The police box makes a decent showing in this adventure, but its visual throbbing during materialization seems a bit much. Why mess with the traditional dissolve? Nothing of the interior appears this time, but if it's going to be the new 2005 design, I don't really miss it.

The Doctor and Rose make themselves easily known to viewers, and quickly identify the setting and get about exploring it. Excellent. Sadly, this is now the fifth story in a row that has failed to take us beyond Earth's orbit. Although the Utah 2012 setting is preferable to the constant landings in England, (and nicely populated by actors who don't need to fake their North American accents), it's really not enough to satisfy the building craving to explore an alien landscape.

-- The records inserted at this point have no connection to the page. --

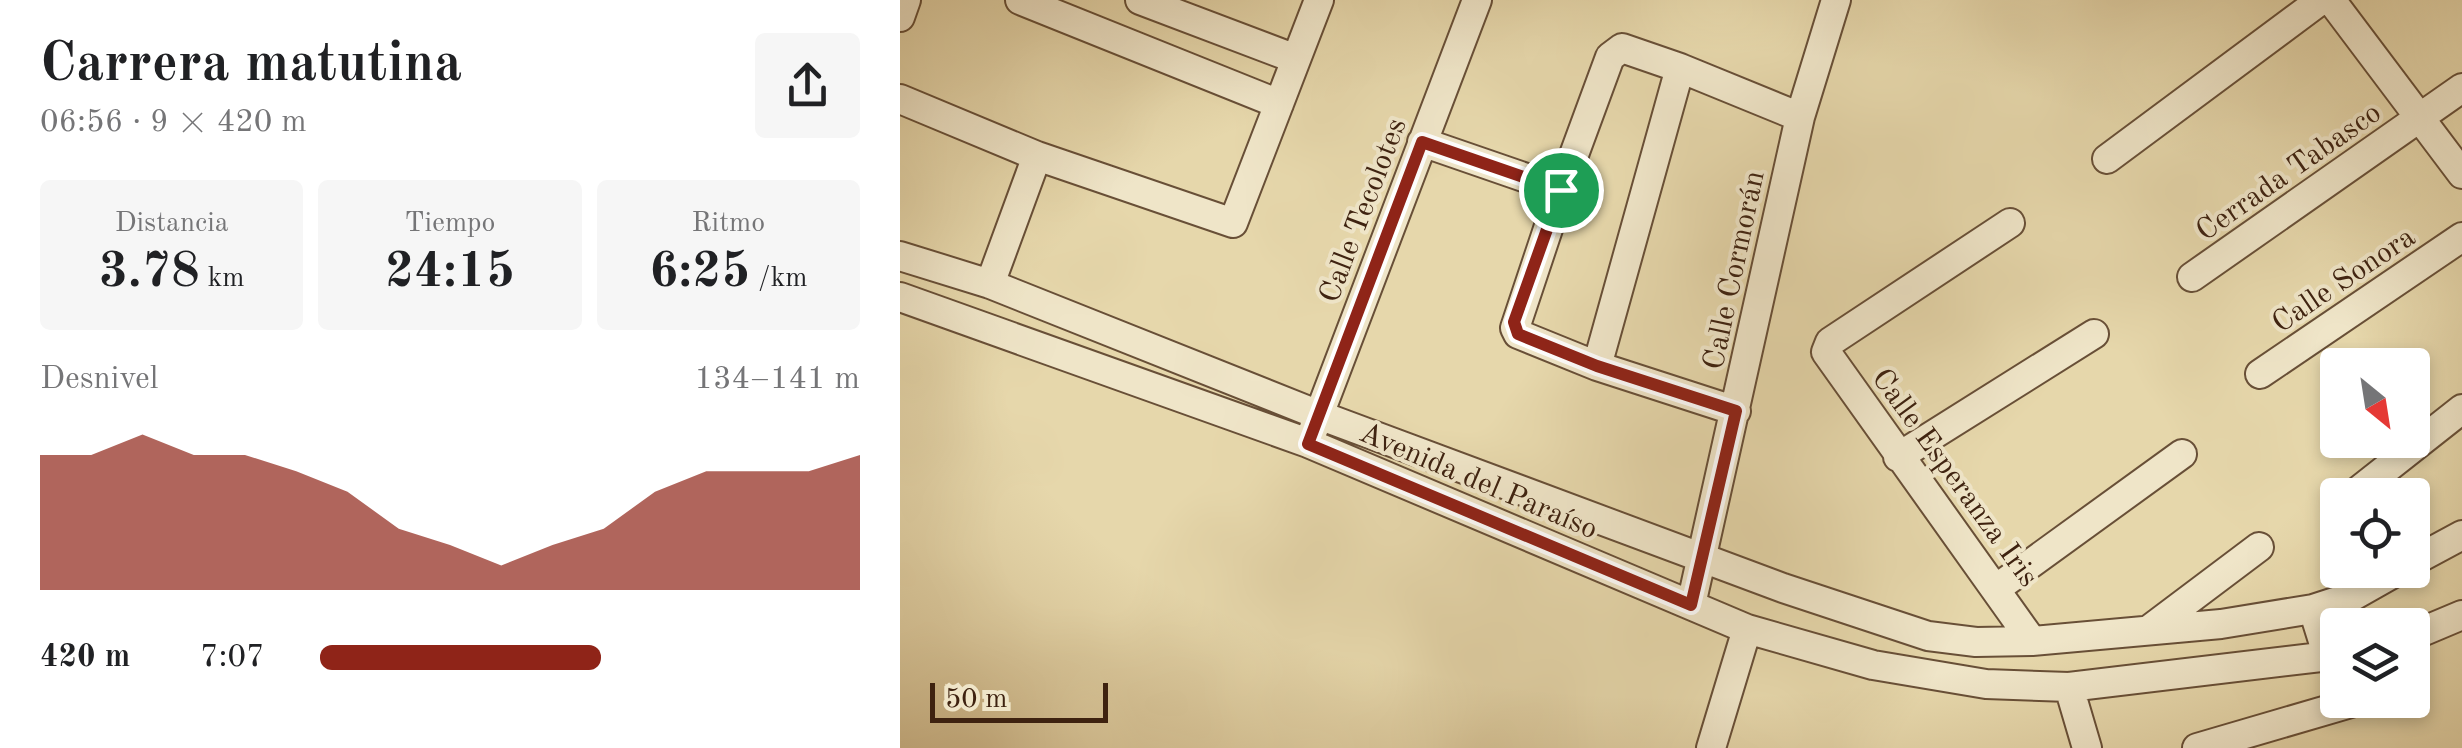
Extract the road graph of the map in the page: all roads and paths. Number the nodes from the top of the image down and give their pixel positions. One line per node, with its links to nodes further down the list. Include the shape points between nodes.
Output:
1 (906, 0): 9 (street)
2 (1020, 0): 14 (street)
3 (1140, 0): 10 (street)
4 (1319, 0): 10 (street)
5 (1477, 0): 17 (street, Calle Tecolotes)
6 (1836, 0): 15 (street, Calle Cormorán)
7 (2321, 0): 19 (street)
8 (2331, 0): 16 (street)
9 (900, 17)
10 (1296, 60): 14 (street)
11 (1680, 68): 15 (street); 21 (street, via 1622,48 1610,57); 29 (street)
12 (2462, 88): 16 (street, Cerrada Tabasco)
13 (900, 99): 18 (street)
14 (1279, 104): 18 (street, via 1232,223)
15 (1800, 116): 32 (street, Calle Cormorán)
16 (2421, 117): 20 (street); 25 (street, Cerrada Tabasco)
17 (1422, 142): 21 (street); 33 (street, Calle Tecolotes)
18 (1037, 156): 26 (street)
19 (2107, 158)
20 (2462, 174)
21 (1561, 190): 29 (street, via 1515,328)
22 (2010, 223): 36 (street, Calle Esperanza Iris, via 1830,342 1826,352)
23 (2462, 237): 30 (street, Calle Sonora)
24 (900, 256): 26 (street, Avenida del Paraíso)
25 (2192, 277)
26 (990, 284): 33 (street, Avenida del Paraíso)
27 (900, 297): 34 (street, Avenida del Paraíso)
28 (2094, 334): 36 (street)
29 (1597, 366): 32 (street)
30 (2260, 374)
31 (2462, 408): 37 (street)
32 (1736, 411): 41 (street, Calle Cormorán)
33 (1319, 414): 34 (street, Calle Tecolotes); 41 (street, Avenida del Paraíso)
34 (1308, 444): 44 (street, Avenida del Paraíso)
35 (2182, 454): 42 (street)
36 (1898, 457): 42 (street, Calle Esperanza Iris)
37 (2374, 478)
38 (2462, 535): 40 (street)
39 (2259, 547): 50 (street)
40 (2430, 552)
41 (1704, 556): 44 (street, Calle Cormorán); 51 (street, Avenida del Paraíso)
42 (1997, 588): 52 (street, Calle Esperanza Iris)
43 (2367, 588): 45 (street, Avenida del Paraíso)
44 (1691, 605): 49 (street, Avenida del Paraíso)
45 (2313, 609): 47 (street); 50 (street, Avenida del Paraíso)
46 (2462, 615): 48 (street)
47 (2320, 625)
48 (2430, 628)
49 (1747, 629): 54 (street, Avenida del Paraíso); 57 (street)
50 (2150, 629): 52 (street, Avenida del Paraíso)
51 (1928, 636): 52 (street, Avenida del Paraíso); 54 (street)
52 (2032, 641)
53 (2320, 657): 55 (street, Avenida del Paraíso)
54 (1918, 675): 55 (street, Avenida del Paraíso)
55 (2069, 686): 58 (street)
56 (2320, 712): 59 (street)
57 (1711, 748)
58 (2088, 748)
59 (2197, 748)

The story is fairly well crafted with respect to giving the human characters some good interaction, and lots of meaty emotional scenes. Nicholas Briggs has been busy making his name famous in Doctor Who fan circles for years; he now takes to the television version of the show to prove that he knows exactly how a Dalek voice should be performed no matter what the circumstance. Very nice! The unveiling of each new element of the script is also perfectly paced and hits the appropriate atmosphere each time like a bull's-eye. But the plot and substance from which this is drawn take too many liberties to remain believable.


Backstory Blunder

The bombshell footnote from The End of the World (story no. 162) is expanded into a full-blown backstory of major import to this story's narrative, and its flaws are compounded. With this particular twist, why bother? You know it won't be long before another writer either reverses it, or correctly realizes that this backstory can't be exactly what it is presented to be. The details of what I'm talking about are in the In-depth Analysis version of this review.

And so it feels like we're just going through the motions with this ultimately inconsequential story arc, and that it isn't worth the amount of emotional investment that the characters are clumsily thrusting into it. It also feels as if we've missed a more exciting story during Doctor Who's 15-year absence from TV that would have set all this backstory up.


Magic and Superpowers

The new improved design of the Dalek makes him chunkier than his predecessors; the added hard-edges and rivets make his armour look like it was produced more primitively than before. However, Daleks are now as ridiculously magical as the 2005 sonic screwdriver; they've developed super powers.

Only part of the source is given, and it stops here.